Nel corso di questa gamescom 2016, a sorpresa, Get Even è tornato a far parlare di sé. Non più un titolo indipendente come nella sua gestazione iniziale, ma un prodotto con tutti gli attributi al punto giusto, stavolta sotto l’egida benevola di Bandai Namco – che ne ha viste le chiare possibilità. Una storia complessa e incline al colpo di scena, che attinge a piene mani da un bacino collettore, tanto videoludico quanto cinematografico, che potremmo riassumere col termine inglese “weird”: l’assurdo, l’incomprensibile, l’oscuro che sembra diradarsi verso una soluzione preliminare che, in realtà, è solo il lasciapassare per un mistero ancora più fitto e ingarbugliato. Uno stile che ricorda il Lynch dei tempi migliori, con elementi quasi rubati a pellicole del calibro di Memento o del recente It Follows, corroborato da un’implementazione tecnologica inedita, con un meccanismo di acquisizione diretta degli ambienti in tre dimensioni, che garantisce vette di fotorealismo visivo (per quanto concerne le ambientazioni) raramente raggiunte su PC e su console. Insomma, l’avete capito: Get Even è una delle cose più belle che abbiamo visto in fiera: bella quanto criptica, ermetica e destabilizzante, così malata da rapire i vostri sensi e non farvi pensare ad altro.
Bello quanto criptico, ermetico e destabilizzante, così malato da rapire i vostri sensi
Cole Black non è un tipo che parla molto. Anzi, diciamocelo, è uno che le parole le dosa davvero con il contagocce. Un investigatore privato, a quanto pare, un tizio tosto con presunti trascorsi nell’esercito, assoldato non si sa bene da chi per recuperare una misteriosa fanciulla rapita da un gruppetto di malintenzionati, sui cui intenti nessuno ha una chiara idea. Non l’aveste notato, ci sono più condizionali e supposizioni nella frase precedente che in tutte le altre anteprime di questa gamescom messe insieme, e il motivo è presto detto. Get Even inizia come uno sparatutto stealth in prima persona tradizionale, nonostante nella nostra demo si sia sparato davvero poco: peccato che non si abbia la minima informazione del luogo in cui ci si trovi, del nostro obiettivo, di chi siano i nostri nemici. Abbiamo solo un dispositivo elettronico delle dimensioni di un piccolo palmare, una sorta di suite elettronica da polizia scientifica che ci fornisce una mappa dell’area, un visore termico, un analizzatore di impronte e tracce organiche (in grado di elaborare queste informazioni scattando una foto del soggetto interessato nel modo corretto) e una torcia ad ultravioletti. E chiaramente un sistema di messaggistica, visto che la nostra avventura inizia nello scantinato di un edificio fatiscente e abbandonato ai rifiuti e all’usura, leggendo un laconico messaggio: recuperare la ragazza. Chi sia il mittente, ancora una volta, non ci è dato di sapere.

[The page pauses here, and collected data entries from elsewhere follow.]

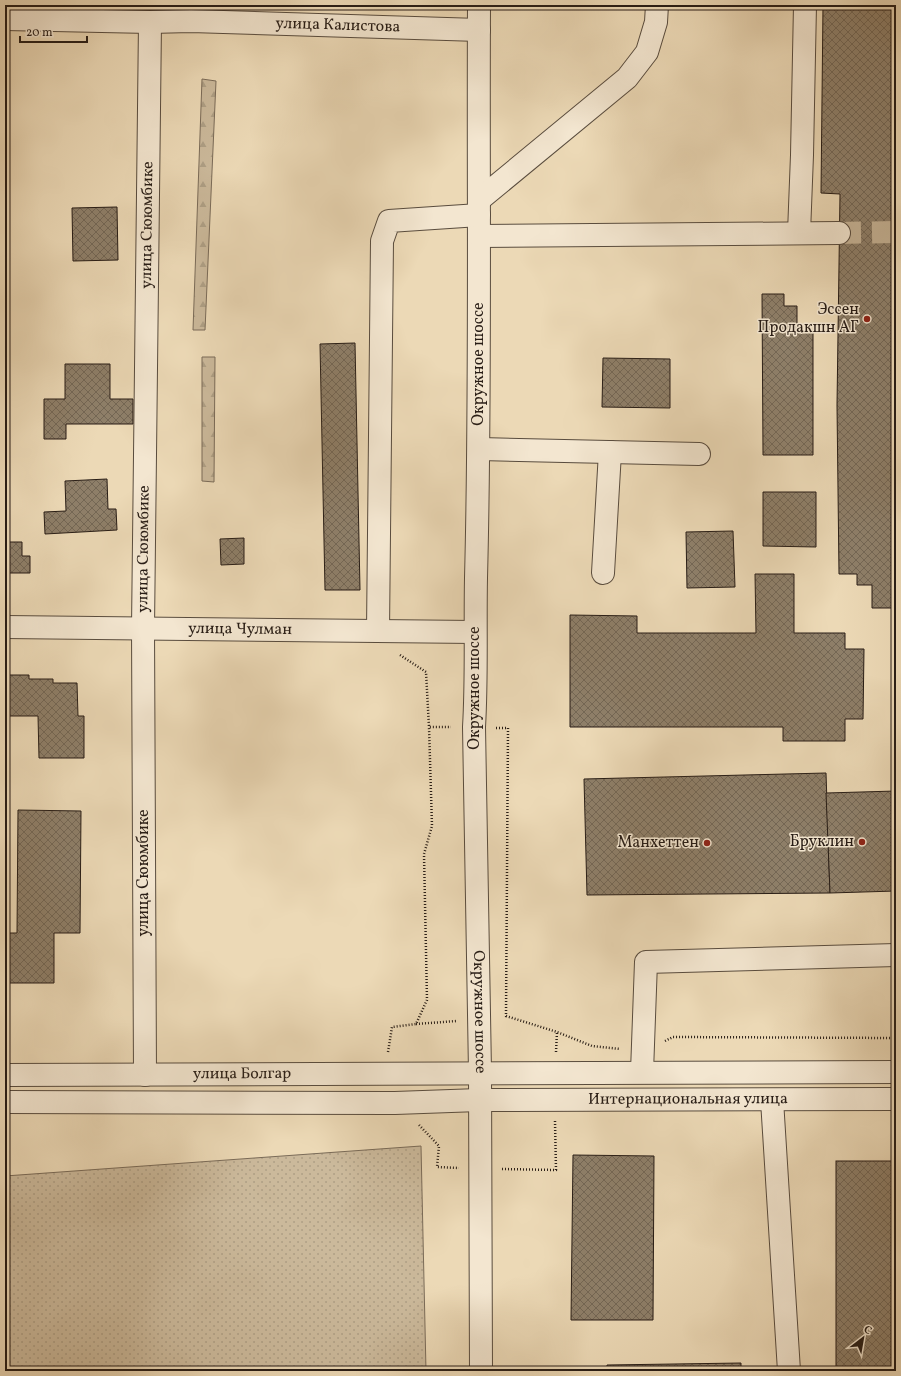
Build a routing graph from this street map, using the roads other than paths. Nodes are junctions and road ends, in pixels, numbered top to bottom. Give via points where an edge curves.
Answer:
1 (479, 5) edge
2 (656, 5) edge
3 (805, 5) edge
4 (191, 13) edge
5 (5, 19) edge
6 (150, 22) junction
7 (478, 30) junction
8 (479, 207) junction
9 (799, 233) junction
10 (839, 233) tunnel mouth
11 (479, 236) junction
12 (480, 450) junction
13 (610, 452) junction
14 (699, 454) dead end
15 (602, 573) dead end
16 (5, 627) edge
17 (143, 628) junction
18 (378, 631) junction
19 (475, 632) junction
20 (896, 955) edge
21 (480, 1072) junction
22 (642, 1072) junction
23 (896, 1072) edge
24 (5, 1075) edge
25 (145, 1075) junction
26 (896, 1099) edge
27 (480, 1100) junction
28 (772, 1100) junction
29 (5, 1102) edge
30 (481, 1371) edge
31 (789, 1371) edge

1 - 7 street, Окружное шоссе
2 - 8 street via 656,22 647,52 627,78
3 - 9 street
4 - 6 street, улица Калистова
4 - 7 street, улица Калистова
5 - 6 street, улица Калистова
6 - 17 street, улица Сююмбике
7 - 8 street, Окружное шоссе
8 - 11 street, Окружное шоссе
8 - 18 street via 390,221 382,242
9 - 10 street
9 - 11 street
11 - 12 street, Окружное шоссе
12 - 13 street
12 - 19 street, Окружное шоссе
13 - 14 street
13 - 15 street
16 - 17 street, улица Чулман
17 - 18 street, улица Чулман
17 - 25 street, улица Сююмбике
18 - 19 street, улица Чулман
19 - 21 street, Окружное шоссе via 474,727
20 - 22 street via 646,962
21 - 22 street, Интернациональная улица
21 - 25 street, улица Болгар
21 - 27 street, Окружное шоссе
22 - 23 street, Интернациональная улица
24 - 25 street, улица Болгар
26 - 28 street, Интернациональная улица
27 - 28 street, Интернациональная улица
27 - 29 street, улица Болгар via 414,1103
27 - 30 street, Окружное шоссе
28 - 31 street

Black si muove all’interno di questa struttura, una sorta di quartiere popolare di periferia dove immondizia e detriti ostacolano il cammino e non esiste parete che non sia dipinta dai più impensabili graffiti. SI muove in silenzio, cercando di evitare le attenzioni di una guardia che pattuglia l’ingresso all’area critica; analizza, raccoglie prove, ascolta voci in lontananza che sembrano correre attraverso le tubature e che, non senza un minimo di attenzione, lo conducono alla stanza dov’è nascosta la fantomatica ragazzina. La sua pistola silenziata gli permette di abbattere due guardie senza essere udito, per poi fare irruzione nella stanza clou e, nel mezzo di una sequenza bullet time, eliminare a suon di mitra altri due aguzzini armati prima che eliminino il bersaglio. Tutto risolto, direte voi: la ragazza è lì, seduta e tremante, ma è salva: non fosse per quella dannata bomba incollata al suo grembo, con un timer che segna meno di un minuto alla deflagrazione e un tastierino numerico impietoso che chiede una sequenza specifica per disattivare il botto. Sequenza che chiaramente non abbiamo: e mentre il boato assordante invade le nostre orecchie e lo schermo si fa bianco, iniziamo a capire che, quanto appena visto, era solo la punta di un iceberg malato. E che da qui in avanti, sarà difficile distinguere la realtà dal ricordo, o forse dalla follia.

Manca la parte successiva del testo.